Material supplied:
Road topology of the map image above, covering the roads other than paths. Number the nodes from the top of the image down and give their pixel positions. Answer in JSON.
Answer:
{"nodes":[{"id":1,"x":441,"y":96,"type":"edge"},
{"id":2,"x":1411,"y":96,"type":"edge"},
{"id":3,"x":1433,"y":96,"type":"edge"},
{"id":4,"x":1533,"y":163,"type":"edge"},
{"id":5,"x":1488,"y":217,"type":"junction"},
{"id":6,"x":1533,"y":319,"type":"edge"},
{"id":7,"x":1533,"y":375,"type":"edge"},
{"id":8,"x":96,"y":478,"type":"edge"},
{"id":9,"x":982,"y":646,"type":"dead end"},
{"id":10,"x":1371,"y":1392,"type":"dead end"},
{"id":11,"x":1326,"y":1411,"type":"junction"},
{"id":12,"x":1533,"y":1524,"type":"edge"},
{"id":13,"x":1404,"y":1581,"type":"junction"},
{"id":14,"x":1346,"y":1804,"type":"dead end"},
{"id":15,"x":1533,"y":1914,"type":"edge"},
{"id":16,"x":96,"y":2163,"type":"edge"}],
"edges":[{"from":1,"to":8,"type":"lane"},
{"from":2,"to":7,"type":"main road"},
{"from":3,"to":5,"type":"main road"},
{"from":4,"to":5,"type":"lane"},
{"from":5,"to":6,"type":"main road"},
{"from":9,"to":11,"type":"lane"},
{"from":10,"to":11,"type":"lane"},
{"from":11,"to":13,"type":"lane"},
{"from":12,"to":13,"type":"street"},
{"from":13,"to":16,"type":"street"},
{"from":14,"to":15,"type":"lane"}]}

Brief: Supply the count of lines in the entries that include "main", and no other text.

Output for this task: 3